[[ SUPPLIED INFORMATION, beginning ]]

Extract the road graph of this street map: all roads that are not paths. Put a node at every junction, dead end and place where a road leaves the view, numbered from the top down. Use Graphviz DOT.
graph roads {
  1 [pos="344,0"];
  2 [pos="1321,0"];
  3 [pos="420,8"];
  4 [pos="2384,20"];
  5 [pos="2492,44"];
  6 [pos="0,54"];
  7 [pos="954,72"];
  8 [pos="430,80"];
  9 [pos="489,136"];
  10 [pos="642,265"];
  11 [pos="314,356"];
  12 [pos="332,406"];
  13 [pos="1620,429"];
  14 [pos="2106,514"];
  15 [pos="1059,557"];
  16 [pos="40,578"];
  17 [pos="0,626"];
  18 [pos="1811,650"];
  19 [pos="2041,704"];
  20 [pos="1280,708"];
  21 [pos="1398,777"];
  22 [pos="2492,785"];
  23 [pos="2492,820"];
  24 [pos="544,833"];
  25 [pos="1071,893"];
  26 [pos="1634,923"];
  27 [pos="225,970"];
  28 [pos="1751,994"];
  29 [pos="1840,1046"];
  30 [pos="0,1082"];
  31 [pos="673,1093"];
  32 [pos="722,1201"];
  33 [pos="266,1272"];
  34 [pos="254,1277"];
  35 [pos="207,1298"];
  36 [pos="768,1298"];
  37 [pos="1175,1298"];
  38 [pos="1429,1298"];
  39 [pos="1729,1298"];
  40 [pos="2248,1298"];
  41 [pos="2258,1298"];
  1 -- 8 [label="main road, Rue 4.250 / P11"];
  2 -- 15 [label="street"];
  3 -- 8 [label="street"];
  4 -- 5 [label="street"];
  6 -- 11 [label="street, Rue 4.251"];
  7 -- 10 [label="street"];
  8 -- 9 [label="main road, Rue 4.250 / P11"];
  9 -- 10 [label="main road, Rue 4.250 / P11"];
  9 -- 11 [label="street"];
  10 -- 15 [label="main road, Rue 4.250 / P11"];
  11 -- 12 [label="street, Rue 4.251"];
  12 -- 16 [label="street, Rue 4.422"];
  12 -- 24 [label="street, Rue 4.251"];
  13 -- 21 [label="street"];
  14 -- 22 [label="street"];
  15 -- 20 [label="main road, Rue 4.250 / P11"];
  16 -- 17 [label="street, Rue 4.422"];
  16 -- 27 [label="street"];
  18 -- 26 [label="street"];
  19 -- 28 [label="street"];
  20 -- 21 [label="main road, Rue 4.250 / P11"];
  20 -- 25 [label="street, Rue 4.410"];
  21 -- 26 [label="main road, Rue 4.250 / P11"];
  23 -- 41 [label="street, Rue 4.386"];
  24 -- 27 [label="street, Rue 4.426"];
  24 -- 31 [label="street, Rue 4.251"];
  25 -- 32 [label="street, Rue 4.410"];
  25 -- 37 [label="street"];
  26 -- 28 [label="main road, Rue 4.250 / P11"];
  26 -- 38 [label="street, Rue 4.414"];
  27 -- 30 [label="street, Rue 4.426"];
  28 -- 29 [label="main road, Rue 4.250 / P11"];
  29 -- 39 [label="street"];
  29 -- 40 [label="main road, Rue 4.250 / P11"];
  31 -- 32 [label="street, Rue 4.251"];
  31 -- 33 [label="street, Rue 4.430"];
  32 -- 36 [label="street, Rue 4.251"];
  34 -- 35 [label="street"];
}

[[ SUPPLIED INFORMATION, end ]]
[[ SUPPLIED INFORMATION, beginning ]]

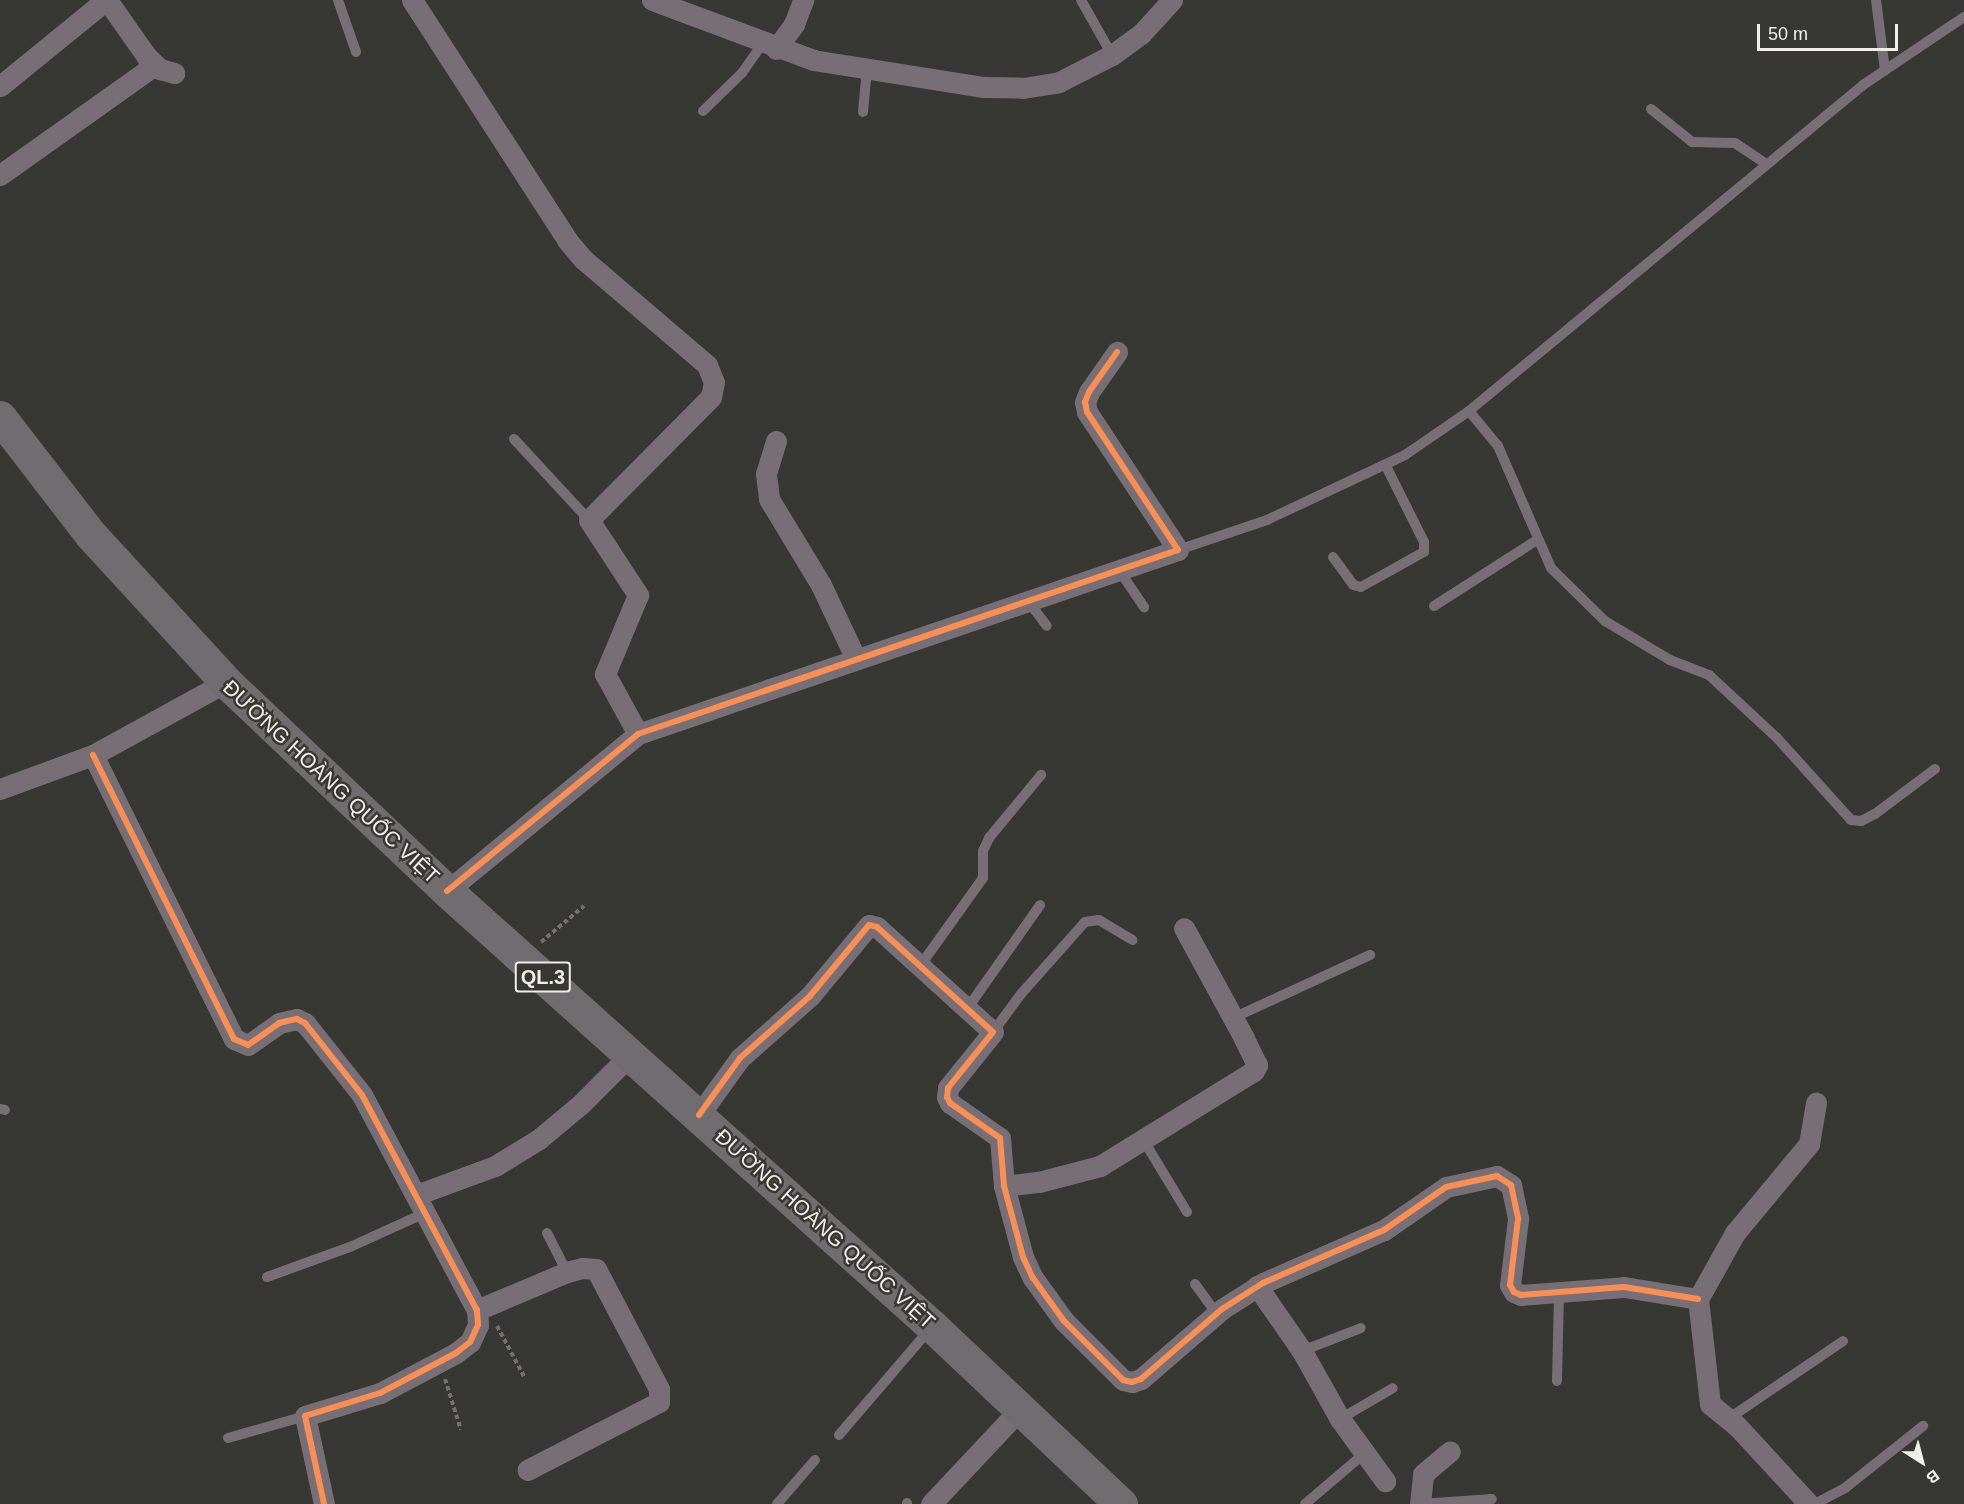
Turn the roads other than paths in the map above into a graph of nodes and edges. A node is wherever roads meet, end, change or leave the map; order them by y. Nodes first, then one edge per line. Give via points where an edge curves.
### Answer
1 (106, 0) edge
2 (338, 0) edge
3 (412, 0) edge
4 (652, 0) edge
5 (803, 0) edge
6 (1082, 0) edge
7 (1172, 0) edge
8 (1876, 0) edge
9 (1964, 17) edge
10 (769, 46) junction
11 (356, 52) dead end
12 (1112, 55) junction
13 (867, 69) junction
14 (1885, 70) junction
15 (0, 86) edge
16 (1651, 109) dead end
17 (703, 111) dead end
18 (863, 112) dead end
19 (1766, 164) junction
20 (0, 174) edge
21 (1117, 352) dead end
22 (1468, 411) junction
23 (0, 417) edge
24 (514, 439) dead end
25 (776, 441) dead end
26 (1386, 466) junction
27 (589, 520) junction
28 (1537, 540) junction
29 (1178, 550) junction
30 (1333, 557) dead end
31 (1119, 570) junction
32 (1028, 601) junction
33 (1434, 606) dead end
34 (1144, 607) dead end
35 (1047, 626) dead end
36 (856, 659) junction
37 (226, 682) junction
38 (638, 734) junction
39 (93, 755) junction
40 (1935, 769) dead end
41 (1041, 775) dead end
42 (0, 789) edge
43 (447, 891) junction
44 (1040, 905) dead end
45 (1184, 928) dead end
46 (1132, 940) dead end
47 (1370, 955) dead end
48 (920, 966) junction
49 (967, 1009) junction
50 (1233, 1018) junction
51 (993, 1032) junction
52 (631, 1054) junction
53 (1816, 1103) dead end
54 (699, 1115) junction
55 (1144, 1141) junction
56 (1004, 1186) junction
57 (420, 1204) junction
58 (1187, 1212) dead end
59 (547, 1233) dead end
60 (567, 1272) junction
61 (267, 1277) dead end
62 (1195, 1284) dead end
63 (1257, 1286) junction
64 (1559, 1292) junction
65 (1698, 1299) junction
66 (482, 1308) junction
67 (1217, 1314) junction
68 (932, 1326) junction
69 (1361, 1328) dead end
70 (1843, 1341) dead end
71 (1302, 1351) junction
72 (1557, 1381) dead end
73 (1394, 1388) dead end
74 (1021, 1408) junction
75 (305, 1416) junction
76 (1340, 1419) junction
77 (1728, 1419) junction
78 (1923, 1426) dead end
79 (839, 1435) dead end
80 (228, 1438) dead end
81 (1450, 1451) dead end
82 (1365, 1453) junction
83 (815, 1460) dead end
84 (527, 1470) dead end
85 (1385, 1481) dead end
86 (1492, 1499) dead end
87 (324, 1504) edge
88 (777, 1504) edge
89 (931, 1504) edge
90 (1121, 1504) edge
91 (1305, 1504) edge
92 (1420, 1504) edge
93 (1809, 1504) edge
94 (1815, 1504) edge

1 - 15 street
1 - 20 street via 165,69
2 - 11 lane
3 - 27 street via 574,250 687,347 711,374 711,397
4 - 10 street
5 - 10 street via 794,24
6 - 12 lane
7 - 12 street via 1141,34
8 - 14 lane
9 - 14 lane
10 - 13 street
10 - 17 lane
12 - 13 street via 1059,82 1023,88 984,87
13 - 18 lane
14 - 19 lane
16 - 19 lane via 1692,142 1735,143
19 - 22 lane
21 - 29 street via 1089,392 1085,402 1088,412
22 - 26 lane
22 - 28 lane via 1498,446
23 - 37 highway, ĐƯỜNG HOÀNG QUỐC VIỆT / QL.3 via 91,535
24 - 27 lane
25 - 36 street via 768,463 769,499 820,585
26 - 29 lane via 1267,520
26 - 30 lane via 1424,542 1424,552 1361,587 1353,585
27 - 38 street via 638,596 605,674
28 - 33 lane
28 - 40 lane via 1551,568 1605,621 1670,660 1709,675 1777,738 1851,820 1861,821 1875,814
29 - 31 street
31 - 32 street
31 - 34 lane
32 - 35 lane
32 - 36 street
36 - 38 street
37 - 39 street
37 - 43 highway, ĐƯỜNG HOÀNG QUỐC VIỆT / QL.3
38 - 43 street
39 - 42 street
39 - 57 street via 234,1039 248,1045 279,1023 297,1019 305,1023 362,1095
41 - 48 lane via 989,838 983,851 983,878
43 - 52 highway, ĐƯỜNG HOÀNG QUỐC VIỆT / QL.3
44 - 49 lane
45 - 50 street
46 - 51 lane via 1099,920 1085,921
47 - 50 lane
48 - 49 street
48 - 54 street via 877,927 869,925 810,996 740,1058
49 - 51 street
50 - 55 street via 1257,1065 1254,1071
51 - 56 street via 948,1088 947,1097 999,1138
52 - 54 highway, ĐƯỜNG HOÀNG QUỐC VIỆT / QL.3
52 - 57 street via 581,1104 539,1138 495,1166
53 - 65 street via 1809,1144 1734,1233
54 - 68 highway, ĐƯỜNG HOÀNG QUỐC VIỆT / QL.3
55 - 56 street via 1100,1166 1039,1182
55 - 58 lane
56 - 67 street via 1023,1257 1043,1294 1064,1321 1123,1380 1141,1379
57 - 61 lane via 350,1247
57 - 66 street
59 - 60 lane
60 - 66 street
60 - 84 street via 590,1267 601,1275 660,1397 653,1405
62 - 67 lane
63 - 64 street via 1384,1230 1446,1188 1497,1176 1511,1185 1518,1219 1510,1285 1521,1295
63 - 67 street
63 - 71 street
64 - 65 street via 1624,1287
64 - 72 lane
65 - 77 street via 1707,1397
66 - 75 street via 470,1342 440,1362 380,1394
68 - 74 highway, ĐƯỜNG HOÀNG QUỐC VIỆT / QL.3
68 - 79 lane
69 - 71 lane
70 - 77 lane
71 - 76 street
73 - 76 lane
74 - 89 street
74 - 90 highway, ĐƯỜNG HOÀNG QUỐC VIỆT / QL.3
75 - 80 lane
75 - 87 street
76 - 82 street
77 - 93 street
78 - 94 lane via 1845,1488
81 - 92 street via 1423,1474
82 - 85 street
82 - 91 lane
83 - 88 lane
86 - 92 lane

[[ SUPPLIED INFORMATION, end ]]

WHAT IS REQUIRED - If a line in the material above contains "highway", show that line.

OUTPUT OF THE EXERCISE -
23 - 37 highway, ĐƯỜNG HOÀNG QUỐC VIỆT / QL.3 via 91,535
37 - 43 highway, ĐƯỜNG HOÀNG QUỐC VIỆT / QL.3
43 - 52 highway, ĐƯỜNG HOÀNG QUỐC VIỆT / QL.3
52 - 54 highway, ĐƯỜNG HOÀNG QUỐC VIỆT / QL.3
54 - 68 highway, ĐƯỜNG HOÀNG QUỐC VIỆT / QL.3
68 - 74 highway, ĐƯỜNG HOÀNG QUỐC VIỆT / QL.3
74 - 90 highway, ĐƯỜNG HOÀNG QUỐC VIỆT / QL.3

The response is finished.